Il Vangelo continua con delle parole di Gesù che illuminano quello che sta accadendo: “«Ora il Figlio dell’uomo è stato glorificato, e anche Dio è stato glorificato in lui. Se Dio è stato glorificato in lui, anche Dio lo glorificherà da parte sua e lo glorificherà subito.” (Gv 13,31-32).
La parola glorificazione contiene nella sua radice la parola gloria, presente tante volte nella Bibbia assumendo significati diversi che vengono spiegati, di volta in volta, dalle parole che l’accompagnano. La parola gloria ha il significato di peso, valore, fama, onore, maestà, ricchezza, potere, forza, grandezza, splendore.
Ora possiamo comprendere meglio il discorso di addio di Gesù, conoscendo i vari significati della parola glorificazione.
Gesù viene glorificato non solo dopo la sua resurrezione, ma quando Giuda esce dal cenacolo con l’intento di tradire Gesù. Questo ci aiuta a capire che la glorificazione e la passione sono intimamente legate tra di loro. La glorificazione ha il suo inizio nella passione e trova il suo compimento nella resurrezione.
La glorificazione di Gesù è la manifestazione del Suo amore incondizionato, totale, senza riserve. E questo amore abbraccia anche i suoi nemici, raggiunge anche Giuda. Gesù ha amato Giuda lasciandolo libero di agire, pur essendo consapevole della gravità dell’atto che stava per compiere.
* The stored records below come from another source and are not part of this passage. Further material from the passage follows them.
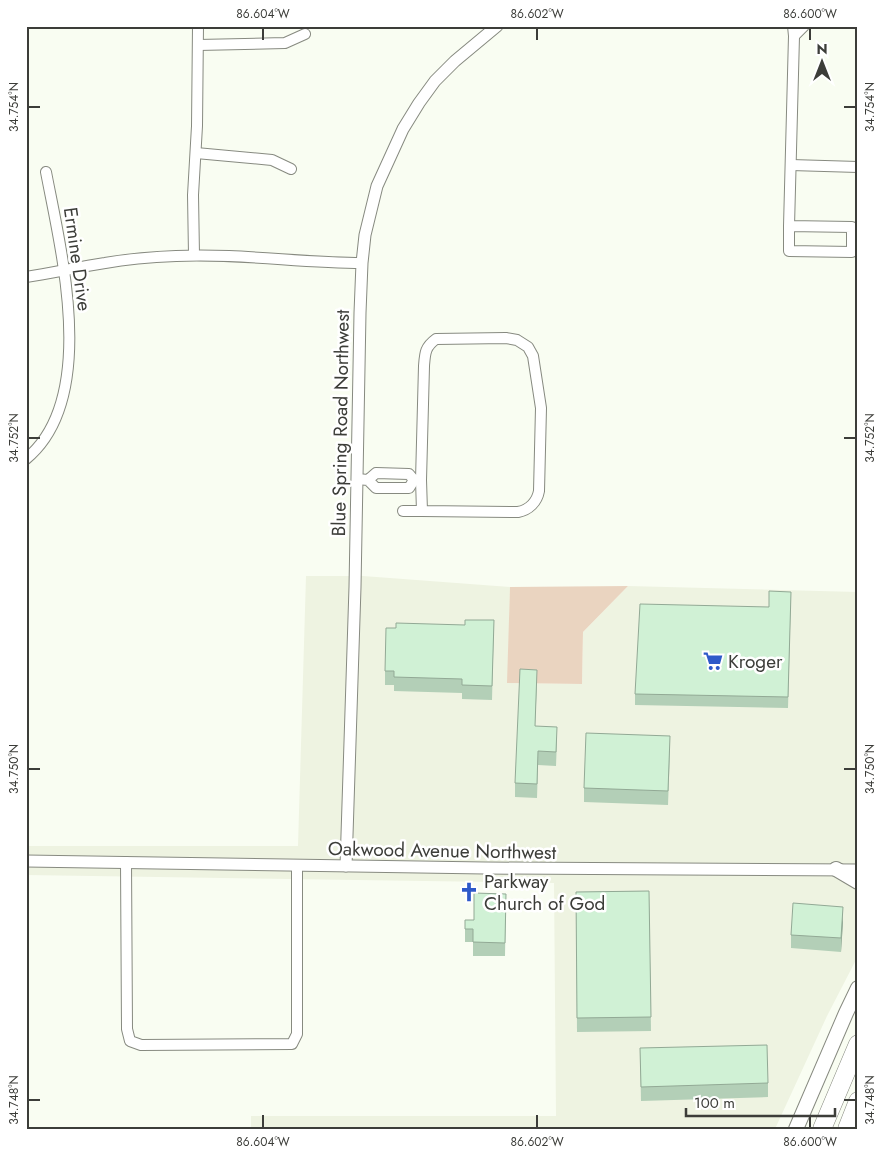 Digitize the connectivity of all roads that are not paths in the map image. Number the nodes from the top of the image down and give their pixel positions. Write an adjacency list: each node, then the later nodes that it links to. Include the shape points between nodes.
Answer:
1 (198, 26): 6 (street)
2 (497, 26): 14 (street, Blue Spring Road Northwest, via 435,81 403,129 377,186)
3 (804, 26): 4 (street)
4 (793, 31): 8 (street)
5 (305, 34): 6 (street, via 285,43)
6 (198, 45): 7 (street)
7 (196, 154): 10 (street, via 254,157 272,160); 13 (street)
8 (790, 165): 9 (street); 12 (street)
9 (858, 167)
10 (290, 169)
11 (46, 172): 15 (street, Ermine Drive)
12 (789, 226): 12 (street, via 852,226 852,252 789,251)
13 (194, 255): 14 (street); 15 (street, via 140,258)
14 (362, 263): 18 (street, Blue Spring Road Northwest)
15 (65, 270): 16 (street); 17 (street, Ermine Drive, via 69,344 65,394 47,436)
16 (26, 277)
17 (26, 459)
18 (363, 479): 19 (street, via 376,473 409,474); 19 (street, via 376,488 409,488); 25 (street, Blue Spring Road Northwest)
19 (418, 480): 21 (street); 21 (street, via 424,366 430,344 436,338 506,338 528,347 533,356 541,408 538,498 525,511 518,512)
20 (403, 511): 21 (street)
21 (422, 511)
22 (26, 861): 23 (street, Oakwood Avenue Northwest)
23 (126, 862): 24 (street, Oakwood Avenue Northwest); 24 (street, via 127,1029 130,1041 141,1045 292,1044 297,1034)
24 (297, 865): 25 (street, Oakwood Avenue Northwest)
25 (346, 866): 26 (street, Oakwood Avenue Northwest)
26 (836, 869): 27 (street, Oakwood Avenue Northwest); 28 (main road)
27 (858, 870)
28 (858, 882)
29 (858, 988): 32 (main road)
30 (858, 1044): 33 (highway)
31 (858, 1101): 34 (highway)
32 (796, 1129)
33 (822, 1129)
34 (847, 1129)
E questo è il secondo insegnamento per tutti noi che siamo circondati da nemici, da persone che non la pensano come noi, da persone che vorrebbero eliminarci perché siamo di ostacolo ai loro progetti. E questi nemici, spesso, non sono persone lontane da noi, ma sono quelle che ci vivono accanto tutti i giorni. Le parole di Gesù ci aiutano a chiarire chi sono i nemici dell’uomo: “i nemici dell’uomo saranno quelli della sua casa” (Mt 10,34).
Dal momento che il nemico dell’uomo è quello che abita con noi, a tutti viene offerta la possibilità di poter amare sull’esempio offertoci da Gesù. Quante incomprensioni avvengono nelle famiglie per una serie interminabili di questioni. Questa è una esperienza comune ad ogni essere umano, perché anche nelle famiglie più unite non mancano incomprensioni, delusioni, ingiustizie.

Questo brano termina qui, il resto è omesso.